On June 29, Denver exercised their team option to keep Millsap for $30 million for the 2019-20 season. Again, Millsap played well last season and helps make the Nuggets more versatile on both ends of the floor.

The Nuggets also acquired forward Jerami Grant by jumping into the Thunder fire sale of assets that started with the Paul George trade. In exchange for a 2020 first-round pick, the Nuggets picked up a versatile and capable defensive forward to help round out their deep roster.

There are a few other minor transactions to take note of. The Nuggets closed the book on Trey Lyles, who has been in the team’s big man rotation for the past few years. In spot play, he contributed at times but didn’t make an overall impact sufficient to justify the continued investment.

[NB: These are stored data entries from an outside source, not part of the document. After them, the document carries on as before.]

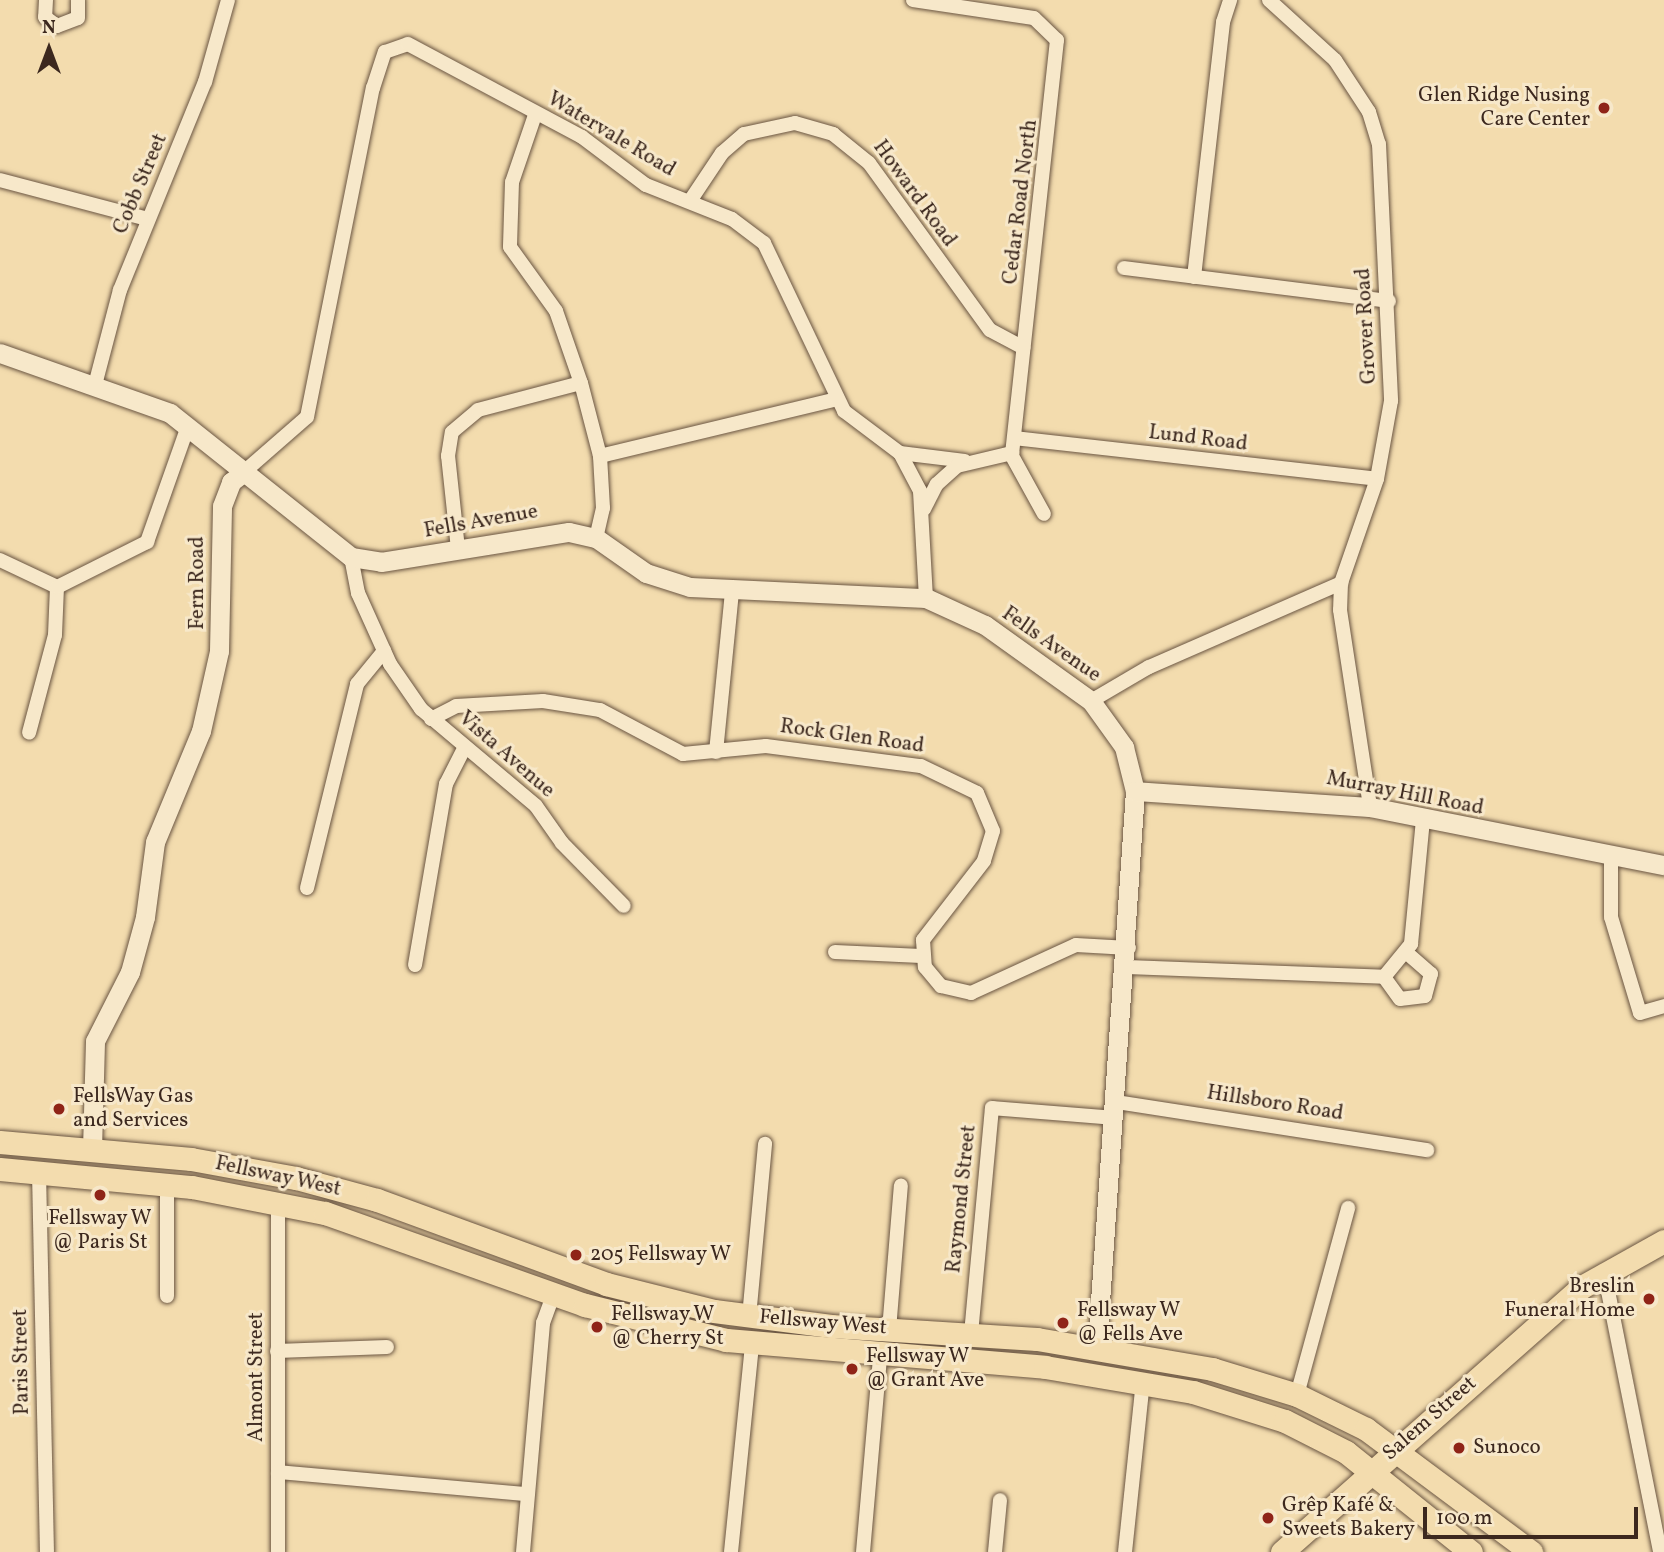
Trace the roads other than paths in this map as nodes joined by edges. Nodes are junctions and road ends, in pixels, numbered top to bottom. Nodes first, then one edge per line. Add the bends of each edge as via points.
1 (46, 0) edge
2 (78, 0) edge
3 (228, 0) edge
4 (914, 0) edge
5 (1230, 0) edge
6 (1269, 0) edge
7 (395, 45) joint
8 (535, 114) junction
9 (0, 180) edge
10 (690, 201) junction
11 (148, 219) junction
12 (1124, 268) dead end
13 (1194, 277) junction
14 (1389, 301) junction
15 (1024, 348) junction
16 (0, 353) edge
17 (581, 383) junction
18 (95, 385) junction
19 (837, 399) junction
20 (188, 426) junction
21 (1013, 446) junction
22 (900, 453) junction
23 (600, 456) junction
24 (971, 461) junction
25 (245, 471) junction
26 (1377, 479) junction
27 (924, 509) junction
28 (1044, 514) dead end
29 (596, 538) junction
30 (457, 549) junction
31 (351, 557) junction
32 (0, 560) edge
33 (1341, 583) junction
34 (57, 587) junction
35 (733, 593) junction
36 (926, 598) junction
37 (384, 651) junction
38 (1091, 701) junction
39 (431, 719) junction
40 (29, 733) dead end
41 (463, 751) junction
42 (716, 752) junction
43 (1135, 791) junction
44 (1370, 807) junction
45 (1423, 820) junction
46 (1611, 854) junction
47 (1664, 865) edge
48 (307, 888) dead end
49 (624, 906) dead end
50 (835, 952) dead end
51 (1408, 954) junction
52 (921, 956) junction
53 (1128, 958) junction
54 (415, 965) dead end
55 (1384, 977) junction
56 (1664, 1006) edge
57 (1115, 1110) junction
58 (0, 1142) edge
59 (765, 1144) dead end
60 (92, 1149) junction
61 (1427, 1150) dead end
62 (0, 1169) edge
63 (39, 1172) junction
64 (167, 1184) junction
65 (901, 1185) dead end
66 (278, 1202) junction
67 (1348, 1208) dead end
68 (1664, 1241) edge
69 (1604, 1270) junction
70 (553, 1295) junction
71 (167, 1296) dead end
72 (748, 1317) junction
73 (889, 1330) junction
74 (971, 1334) junction
75 (752, 1345) junction
76 (1097, 1346) junction
77 (387, 1347) dead end
78 (277, 1351) junction
79 (880, 1356) junction
80 (1143, 1381) junction
81 (1297, 1395) junction
82 (1398, 1449) junction
83 (1371, 1471) junction
84 (278, 1472) junction
85 (526, 1494) junction
86 (1000, 1500) dead end
87 (47, 1552) edge
88 (278, 1552) edge
89 (523, 1552) edge
90 (731, 1552) edge
91 (863, 1552) edge
92 (995, 1552) edge
93 (1125, 1552) edge
94 (1282, 1552) edge
95 (1471, 1552) edge
96 (1531, 1552) edge
97 (1660, 1552) edge

1 - 2 street via 45,17 66,26 78,18
3 - 11 street, Cobb Street via 209,71
4 - 15 street, Cedar Road North via 1034,18 1057,40
5 - 13 street
6 - 14 street, Grover Road via 1335,60 1373,121
7 - 8 street, Watervale Road via 425,49
7 - 25 street, Fern Road via 383,55 373,88 309,410 296,432
8 - 10 street, Watervale Road via 595,145 646,185
8 - 17 street via 512,182 510,247 556,311
9 - 11 street
10 - 15 street, Howard Road via 722,153 751,131 795,123 834,134 869,163 990,330
10 - 19 street, Watervale Road via 742,225 771,252
11 - 18 street, Cobb Street via 120,290
12 - 13 street
13 - 14 street
14 - 26 street, Grover Road via 1392,376
15 - 21 street, Cedar Road North
16 - 18 street
17 - 23 street
17 - 30 street via 478,410 452,432 448,456
18 - 20 street
19 - 22 street, Watervale Road via 862,428
19 - 23 street
20 - 25 street
20 - 34 street via 147,542
21 - 24 street, Lund Road
21 - 26 street, Lund Road
21 - 28 street, Cedar Road North via 1019,478
22 - 24 street, Watervale Road
22 - 27 street
23 - 29 street via 603,508
24 - 27 street, Lund Road via 942,478
25 - 31 street
25 - 60 street, Fern Road via 232,482 222,506 219,651 199,739 155,842 130,972 95,1041
26 - 33 street, Grover Road
27 - 36 street
29 - 30 street, Fells Avenue via 553,533
29 - 35 street, Fells Avenue via 646,573
30 - 31 street, Fells Avenue via 380,562
31 - 37 street, Vista Avenue via 358,593
32 - 34 street
33 - 38 street via 1149,667
33 - 44 street, Grover Road
34 - 40 street via 55,635
35 - 36 street, Fells Avenue via 844,590
35 - 42 street
36 - 38 street, Fells Avenue via 985,625
37 - 39 street, Vista Avenue
37 - 48 street via 357,684
38 - 43 street, Fells Avenue via 1124,747
39 - 41 street, Vista Avenue
39 - 42 street, Rock Glen Road via 456,706 488,702 582,705 616,718 665,749
41 - 49 street, Vista Avenue via 536,806 562,843
41 - 54 street via 446,784
42 - 52 street, Rock Glen Road via 766,746 897,761 945,774 977,793 990,817 989,852 931,925
43 - 44 street, Murray Hill Road
43 - 53 street, Fells Avenue
44 - 45 street, Murray Hill Road
45 - 46 street, Murray Hill Road
45 - 51 street
46 - 47 street, Murray Hill Road
46 - 56 street via 1611,917 1640,1013
50 - 52 street
51 - 55 street
51 - 55 street via 1431,974 1425,996 1400,999
52 - 53 street via 941,986 966,994 1076,945
53 - 55 street
53 - 57 street, Fells Avenue
57 - 61 street, Hillsboro Road
57 - 74 street, Raymond Street via 992,1108
57 - 76 street, Fells Avenue
58 - 60 main road, Fellsway West
59 - 72 street
60 - 72 main road, Fellsway West via 230,1165 331,1187 606,1284
62 - 63 main road, Fellsway West
63 - 64 main road, Fellsway West
63 - 87 street, Paris Street
64 - 66 main road, Fellsway West
64 - 71 street
65 - 73 street
66 - 70 main road, Fellsway West via 390,1233
66 - 78 street, Almont Street
67 - 81 street
68 - 69 main road, Salem Street
69 - 82 main road, Salem Street
69 - 97 street
70 - 75 main road, Fellsway West
70 - 85 street via 543,1323
72 - 73 main road, Fellsway West
73 - 74 main road, Fellsway West
74 - 76 main road, Fellsway West
75 - 79 main road, Fellsway West
75 - 90 street
76 - 81 main road, Fellsway West via 1199,1366
77 - 78 street
78 - 84 street, Almont Street
79 - 80 main road, Fellsway West via 1011,1363
79 - 91 street
80 - 83 main road, Fellsway West via 1285,1421
80 - 93 street
81 - 82 main road, Fellsway West
82 - 83 main road, Salem Street
82 - 96 main road, Fellsway West
83 - 94 main road, Salem Street
83 - 95 main road, Fellsway West
84 - 85 street
84 - 88 street, Almont Street
85 - 89 street
86 - 92 street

Denver has a deep roster and will need to stay flexible and figure out their best rotations next season. Barton will be looking to re-establish himself. Juan Hernangómez, who can play on the wing or as a small-ball four, will again be trying to find a permanent place in the rotation. Center Mason Plumlee formed a towering two-man front-court tandem that allowed Jokic to play from the perimeter, in addition to his backup center minutes. Plumlee may be wary of Jerami Grant, who could usurp some of those frontcourt minutes alongside Jokic.

PLAYERS IN: Jerami Grant, P.J. Dozier, Tyler Cook, Vlatko Cancar

PLAYERS OUT: Isaiah Thomas, Trey Lyles, Tyler Lydon, Brandon Goodwin, Thomas Welsh

What’s Next

Finishing second in the west, being a quarter away from the Conference Finals and bringing back the same squad of up and coming players should make the Nuggets a near lock to be a top-shelf team again. Continued development from many of their young players and an MVP season from Jokic could easily place them in the top-tier of the Conference again.

Unfortunately, the Nuggets will have to contend with newly minted contenders in the Los Angeles Lakers and Los Angeles Clippers. Add a stellar offseason for the Utah Jazz and the possibility that the James Harden-Russell Westbrook experiment could succeed and there are at least four other realistic contenders for the top two spots in the west.

Simply holding the two spot will be quite the challenge. However, the Nuggets have the benefit of youth, player development and continuity. Few teams can tout continuity as a major asset the way Denver can. This upcoming season will be an interesting test to see how important continuity is in an always-improving Western Conference.